Didalam melakukan fungsi sebagai pengumpul data, peneliti juga harus
mendasari diri atas perluasan pengetahuan dengan menggunakan berbagai metode yang
dibekali dengan pengetahuan dan latihan. Kemampuan lain yang ada pada manusia
sebagai instrumen ialah memproses data secepatnya setelah diperolehnya kemudian
menyusunnya kembali atas dasar penemuannya dan merumuskan hipotesis kerja
sewaktu berada dilapangan, serta melakukan tes hipotesis kerja tersebut pada
respondennya. Selanjutnya peneliti memanfaatkan kesempatan untuk mengklarifikasikan

penelitiannya dengan cara menjelaskan sesuatu yang kurang dipahami oleh subjek atau
responden, terutama jika terjadi perubahan informasi yang diberikan oleh subjek.
Kemampuan untuk mencari informasi yang lain dari pada yang lain dapat
dilakukan juga dengan cara memanfaatkan kesempatan mencari respons yang tidak
lazim, yang tidak direncanakan dari semula atau tidak diduga terlebih dahulu dengan
kata lain yang tidak lazim terjadi. Kemampuan peneliti yang seperti ini dalam suatu
penelitian manapun sangat bermanfaat bagi penemuan ilmu pengetahuan baru
( Moleong, 2005:172 ).

M. Tingkat Keabsahan Data


Untuk menentukan keabsahan data pada penelitian kualitatif, dibutuhkan
beberapa cara yaitu :
1. Kredibilitas
Kredibilitas merupakan kriteria untuk memenuhi nilai kebenaran dari data dan
informasi yang dikumpulkan. Dalam hal ini hasil penelitian harus dapat dipercaya oleh
semua orang atau pembaca secara kritis dan dari responden sebagai informan.
Adapun cara untuk memperoleh tingkat kepercayaan hasil penelitian yaitu :
a. Prolonged engagement atau memperpanjang masa penelitian, disini peneliti
mengadakan pendekatan kepada responden sehingga saling mengenal dan
mempercayai.
b. Persisten observation atau pengamatan yang terus menerus. Hal ini dilakukan untuk
menemukan ciri dan unsur dalam situasi yang sangat relevan dengan persoalan atau
isu yang sedang diteliti.

c.

Triangulation atau triangulasi yaitu pemeriksaan keabsahan data dengan


memanfaatkan sesuatu yang lain diluar data untuk keperluan pengecekan atau
pembanding dari data tersebut.

d.

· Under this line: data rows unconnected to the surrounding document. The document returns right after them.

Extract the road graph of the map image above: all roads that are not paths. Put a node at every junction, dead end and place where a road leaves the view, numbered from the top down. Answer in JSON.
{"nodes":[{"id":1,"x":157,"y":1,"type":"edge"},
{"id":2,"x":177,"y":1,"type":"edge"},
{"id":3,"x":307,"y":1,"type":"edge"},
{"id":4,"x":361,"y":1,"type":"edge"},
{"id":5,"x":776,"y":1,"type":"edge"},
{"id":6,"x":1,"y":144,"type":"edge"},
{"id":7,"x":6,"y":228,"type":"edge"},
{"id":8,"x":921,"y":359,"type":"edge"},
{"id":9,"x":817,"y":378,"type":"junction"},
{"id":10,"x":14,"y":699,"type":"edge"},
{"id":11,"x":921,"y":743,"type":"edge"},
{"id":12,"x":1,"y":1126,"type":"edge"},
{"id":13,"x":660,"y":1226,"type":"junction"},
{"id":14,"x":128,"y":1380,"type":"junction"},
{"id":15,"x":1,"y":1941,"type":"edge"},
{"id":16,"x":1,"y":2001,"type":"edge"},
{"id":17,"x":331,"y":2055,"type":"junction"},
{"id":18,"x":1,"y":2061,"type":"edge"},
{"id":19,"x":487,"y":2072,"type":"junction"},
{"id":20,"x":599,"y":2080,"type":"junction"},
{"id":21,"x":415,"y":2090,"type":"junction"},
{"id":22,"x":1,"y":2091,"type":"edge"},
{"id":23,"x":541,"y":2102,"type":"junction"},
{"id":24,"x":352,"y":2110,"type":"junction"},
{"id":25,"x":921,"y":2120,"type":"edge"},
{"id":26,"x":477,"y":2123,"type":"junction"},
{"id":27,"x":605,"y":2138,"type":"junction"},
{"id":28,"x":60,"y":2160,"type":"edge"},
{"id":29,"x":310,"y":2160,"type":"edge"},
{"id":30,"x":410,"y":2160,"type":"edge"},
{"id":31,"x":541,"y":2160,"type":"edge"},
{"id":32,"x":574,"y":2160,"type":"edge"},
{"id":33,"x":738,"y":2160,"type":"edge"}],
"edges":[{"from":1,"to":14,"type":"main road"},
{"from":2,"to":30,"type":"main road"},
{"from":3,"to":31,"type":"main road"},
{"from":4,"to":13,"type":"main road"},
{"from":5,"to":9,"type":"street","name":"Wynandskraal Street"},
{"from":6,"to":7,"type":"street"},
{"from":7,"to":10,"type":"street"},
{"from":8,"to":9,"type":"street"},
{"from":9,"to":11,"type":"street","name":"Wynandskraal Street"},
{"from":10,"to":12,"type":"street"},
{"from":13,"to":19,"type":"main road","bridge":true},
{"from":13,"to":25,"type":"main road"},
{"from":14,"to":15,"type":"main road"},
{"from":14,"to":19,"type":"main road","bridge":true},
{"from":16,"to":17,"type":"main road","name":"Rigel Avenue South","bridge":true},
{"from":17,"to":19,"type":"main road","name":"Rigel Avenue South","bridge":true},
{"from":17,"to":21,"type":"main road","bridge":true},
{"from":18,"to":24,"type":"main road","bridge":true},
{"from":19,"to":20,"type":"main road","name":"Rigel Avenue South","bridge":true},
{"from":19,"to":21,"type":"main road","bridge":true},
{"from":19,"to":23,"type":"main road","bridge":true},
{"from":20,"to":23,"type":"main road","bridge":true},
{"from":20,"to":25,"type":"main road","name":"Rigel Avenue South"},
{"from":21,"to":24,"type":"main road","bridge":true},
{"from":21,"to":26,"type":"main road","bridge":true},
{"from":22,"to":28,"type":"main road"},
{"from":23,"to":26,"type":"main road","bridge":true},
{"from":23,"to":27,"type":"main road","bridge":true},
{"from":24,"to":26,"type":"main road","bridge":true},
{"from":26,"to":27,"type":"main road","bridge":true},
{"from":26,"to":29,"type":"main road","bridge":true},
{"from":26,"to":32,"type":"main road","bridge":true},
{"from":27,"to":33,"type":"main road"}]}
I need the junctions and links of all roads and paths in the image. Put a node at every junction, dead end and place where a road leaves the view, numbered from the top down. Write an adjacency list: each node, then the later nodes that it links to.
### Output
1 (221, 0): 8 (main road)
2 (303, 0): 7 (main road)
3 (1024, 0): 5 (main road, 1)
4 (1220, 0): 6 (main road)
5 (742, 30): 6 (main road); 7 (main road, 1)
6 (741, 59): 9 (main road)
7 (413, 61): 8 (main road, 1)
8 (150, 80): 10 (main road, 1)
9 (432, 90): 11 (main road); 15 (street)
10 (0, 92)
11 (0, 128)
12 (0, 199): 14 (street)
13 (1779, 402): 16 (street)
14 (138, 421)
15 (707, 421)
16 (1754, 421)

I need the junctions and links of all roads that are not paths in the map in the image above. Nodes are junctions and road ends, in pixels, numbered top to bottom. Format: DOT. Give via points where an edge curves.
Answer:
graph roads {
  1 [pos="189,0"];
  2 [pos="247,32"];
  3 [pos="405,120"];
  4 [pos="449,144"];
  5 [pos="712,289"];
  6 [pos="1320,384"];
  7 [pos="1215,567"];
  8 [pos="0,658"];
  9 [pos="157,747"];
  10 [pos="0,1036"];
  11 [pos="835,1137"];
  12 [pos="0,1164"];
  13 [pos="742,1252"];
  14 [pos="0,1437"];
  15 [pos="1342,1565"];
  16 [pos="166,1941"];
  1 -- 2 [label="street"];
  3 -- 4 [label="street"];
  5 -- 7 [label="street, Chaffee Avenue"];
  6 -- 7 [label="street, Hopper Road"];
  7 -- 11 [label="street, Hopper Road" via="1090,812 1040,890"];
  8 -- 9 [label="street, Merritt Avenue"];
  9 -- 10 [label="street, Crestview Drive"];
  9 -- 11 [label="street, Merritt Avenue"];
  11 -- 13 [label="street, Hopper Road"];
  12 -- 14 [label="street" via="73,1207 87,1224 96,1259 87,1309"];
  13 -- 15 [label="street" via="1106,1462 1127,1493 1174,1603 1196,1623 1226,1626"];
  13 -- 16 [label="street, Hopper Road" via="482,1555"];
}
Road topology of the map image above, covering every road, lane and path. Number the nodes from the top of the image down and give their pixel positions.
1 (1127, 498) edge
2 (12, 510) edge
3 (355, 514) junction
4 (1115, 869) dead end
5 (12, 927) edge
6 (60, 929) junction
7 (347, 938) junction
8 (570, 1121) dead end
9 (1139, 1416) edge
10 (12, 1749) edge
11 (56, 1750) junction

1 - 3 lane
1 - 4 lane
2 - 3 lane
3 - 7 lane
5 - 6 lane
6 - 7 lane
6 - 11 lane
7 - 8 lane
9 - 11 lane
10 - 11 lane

Peer debriefing atau diskusi dengan teman sejawat yaitu mengekspos hasil
sementara atau hasil akhir yang diperoleh dalam bentuk diskusi dengan rekan- rekan
sejawat.
e. Member checking atau mengadakan pengecekan anggota yaitu menguji kemungkinan dugaan yang berbeda dan mengembangkan pengujian tersebut dengan
mengaplikasikannya pada data serta mengajukan pertanyaan tentang data.
2. Transferabilitas
Transferabilitas merupakan hasil penelitian dapat diterapkan pada situasi yang
lain. Kriteria ini digunakan untuk memenuhi suatu hasil penelitian yang dilakukan dalam
konteks tertentu dan dapat ditransfer ke subjek lain.
3. Dependabilitas
Dependabilitas merupakan hasil penelitian yang mengacu pada kekonsistenan
peneliti dalam mengumpulkan data, membentuk dan menggunakan konsep-konsep
dalam membuat interpretasi untuk menarik kesimpulan. Kriteria ini digunakan untuk
menilai proses penelitian yang dilakukan oleh peneliti dengan cara mengaudit
keseluruhan aktivitas peneliti dalam melakukan penelitian. Reabilitas penelitian
dipengaruhi oleh suatu konsep yang berbeda-beda

menurut pengetahuan peneliti,

metode pengumpulan data, analisa data, situasi dan kondisi sosial serta status dan
kedudukan peneliti dihadapan responden.

4. Konfirmabilitas
Konfirmabilitas merupakan hasil penelitian dapat dibuktikan kebenarannya bila
hasilnya telah sesuai dengan data yang dikumpulkan dan dicantumkan dalam laporan
lapangan. Penelitian dikatakan objektif bila bila hasil penelitian telah disepakati. Dalam
penelitian kualitatif, uji konfirmabilitas, mirip dengan uji dependabilitas sehingga dapat
dilakukan secara bersamaan. Menguji konfirmabilitas berarti menguji hasil penelitian
sesuai dengan proses yang dilakukan. Bila hasil penelitian merupakan suatu proses
penelitian yang

dilakukan, maka penelitian tersebut sudah memenuhi standar

konfirmabilitas ( Sugiono, 2008 : 277 ).